Unable to retrieve "ent_type" for named entity when word is lowercase #2801

mrjamesriley · 2018-09-25T18:42:53Z

mrjamesriley
Sep 25, 2018

Description

Hello, I'm having an issue with Spacy Token's missing the ent_type when a word is lowercase. In the example below, we can see howsony is a word within the NLP Vocab, but we only get theent_type returned when the word is fed to Spacy in titlecase format.

This is proving an issue when trying to work with a paragraph of text, which is including brand names, or the names of celebrities for example - but not being identified as such due to being lowercase.
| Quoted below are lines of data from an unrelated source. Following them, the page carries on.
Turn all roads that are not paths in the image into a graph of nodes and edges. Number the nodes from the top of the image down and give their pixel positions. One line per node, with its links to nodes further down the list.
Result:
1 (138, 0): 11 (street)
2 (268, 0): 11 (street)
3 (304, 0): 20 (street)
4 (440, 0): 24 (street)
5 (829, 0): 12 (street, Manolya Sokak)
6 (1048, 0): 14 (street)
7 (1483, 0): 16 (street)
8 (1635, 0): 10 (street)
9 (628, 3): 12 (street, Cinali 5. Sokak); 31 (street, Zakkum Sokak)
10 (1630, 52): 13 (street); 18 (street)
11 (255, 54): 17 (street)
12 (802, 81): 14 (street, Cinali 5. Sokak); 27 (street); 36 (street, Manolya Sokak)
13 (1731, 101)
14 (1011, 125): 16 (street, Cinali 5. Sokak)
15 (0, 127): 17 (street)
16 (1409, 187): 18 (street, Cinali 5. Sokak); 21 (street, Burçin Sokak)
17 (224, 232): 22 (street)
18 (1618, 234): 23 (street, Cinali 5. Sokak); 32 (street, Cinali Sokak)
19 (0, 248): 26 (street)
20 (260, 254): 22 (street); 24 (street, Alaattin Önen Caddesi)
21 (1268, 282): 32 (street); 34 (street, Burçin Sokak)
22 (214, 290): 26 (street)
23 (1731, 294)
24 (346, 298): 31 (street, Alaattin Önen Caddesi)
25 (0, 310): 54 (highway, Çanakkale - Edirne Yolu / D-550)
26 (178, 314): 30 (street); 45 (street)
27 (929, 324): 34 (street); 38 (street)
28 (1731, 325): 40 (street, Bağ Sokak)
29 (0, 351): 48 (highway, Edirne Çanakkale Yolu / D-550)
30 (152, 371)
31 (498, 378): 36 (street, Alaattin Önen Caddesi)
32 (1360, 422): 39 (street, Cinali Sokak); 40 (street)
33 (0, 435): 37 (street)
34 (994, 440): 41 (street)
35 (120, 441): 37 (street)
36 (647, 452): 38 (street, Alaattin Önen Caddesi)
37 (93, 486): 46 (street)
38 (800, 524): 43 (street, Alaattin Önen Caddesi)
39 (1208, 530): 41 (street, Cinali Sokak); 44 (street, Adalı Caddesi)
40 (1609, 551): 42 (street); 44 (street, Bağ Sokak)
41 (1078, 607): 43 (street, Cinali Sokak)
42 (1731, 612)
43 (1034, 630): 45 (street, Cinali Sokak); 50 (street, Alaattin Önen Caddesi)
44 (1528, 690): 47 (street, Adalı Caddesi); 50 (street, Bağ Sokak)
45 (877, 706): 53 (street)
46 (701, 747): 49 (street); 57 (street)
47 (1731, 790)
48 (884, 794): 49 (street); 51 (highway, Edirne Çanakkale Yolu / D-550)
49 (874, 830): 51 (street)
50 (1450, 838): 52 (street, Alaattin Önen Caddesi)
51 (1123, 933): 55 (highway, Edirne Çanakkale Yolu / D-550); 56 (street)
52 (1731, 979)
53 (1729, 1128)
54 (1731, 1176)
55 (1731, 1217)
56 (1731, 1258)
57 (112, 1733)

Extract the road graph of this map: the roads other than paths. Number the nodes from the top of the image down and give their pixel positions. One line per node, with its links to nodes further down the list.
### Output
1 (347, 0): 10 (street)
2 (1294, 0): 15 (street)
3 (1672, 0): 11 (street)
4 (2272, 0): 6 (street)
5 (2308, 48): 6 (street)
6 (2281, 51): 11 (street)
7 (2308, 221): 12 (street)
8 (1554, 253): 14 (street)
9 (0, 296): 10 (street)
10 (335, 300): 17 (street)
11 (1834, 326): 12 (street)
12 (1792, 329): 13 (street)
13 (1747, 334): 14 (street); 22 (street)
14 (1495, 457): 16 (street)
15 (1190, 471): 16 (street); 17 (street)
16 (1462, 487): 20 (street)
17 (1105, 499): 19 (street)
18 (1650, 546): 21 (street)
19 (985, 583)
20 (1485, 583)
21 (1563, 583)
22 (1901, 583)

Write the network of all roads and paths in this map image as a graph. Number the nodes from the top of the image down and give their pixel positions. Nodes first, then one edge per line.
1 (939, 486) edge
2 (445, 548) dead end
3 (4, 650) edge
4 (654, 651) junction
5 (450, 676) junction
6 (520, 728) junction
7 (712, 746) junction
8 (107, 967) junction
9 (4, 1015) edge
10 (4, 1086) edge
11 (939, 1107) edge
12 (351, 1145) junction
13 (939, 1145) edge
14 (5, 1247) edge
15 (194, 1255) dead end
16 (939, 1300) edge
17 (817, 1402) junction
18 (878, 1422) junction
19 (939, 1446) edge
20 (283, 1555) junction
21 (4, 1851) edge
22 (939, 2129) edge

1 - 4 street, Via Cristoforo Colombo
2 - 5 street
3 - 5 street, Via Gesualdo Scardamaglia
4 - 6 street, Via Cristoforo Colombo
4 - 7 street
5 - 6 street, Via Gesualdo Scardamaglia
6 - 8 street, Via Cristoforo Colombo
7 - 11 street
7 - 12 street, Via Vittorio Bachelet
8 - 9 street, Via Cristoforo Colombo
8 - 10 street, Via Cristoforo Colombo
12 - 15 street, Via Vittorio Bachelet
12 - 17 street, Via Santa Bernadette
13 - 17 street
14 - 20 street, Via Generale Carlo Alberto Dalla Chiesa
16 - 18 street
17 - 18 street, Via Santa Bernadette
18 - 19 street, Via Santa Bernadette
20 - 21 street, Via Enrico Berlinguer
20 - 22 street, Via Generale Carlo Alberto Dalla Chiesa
It feels that a word like sony or eminem should either be not considered in the vocab while in lowercase form - or if they are considered in the vocab, then the lowercase forms should return the correct ent_type format.

How to reproduce the behaviour

import spacy

nlp = spacy.load('en_core_web_lg')

word = 'sony'
word_capitalised = 'Sony'

print("Lower case in vocab: " + str((word in nlp.vocab)))
print("Title case in vocab: " + str((word_capitalised in nlp.vocab)))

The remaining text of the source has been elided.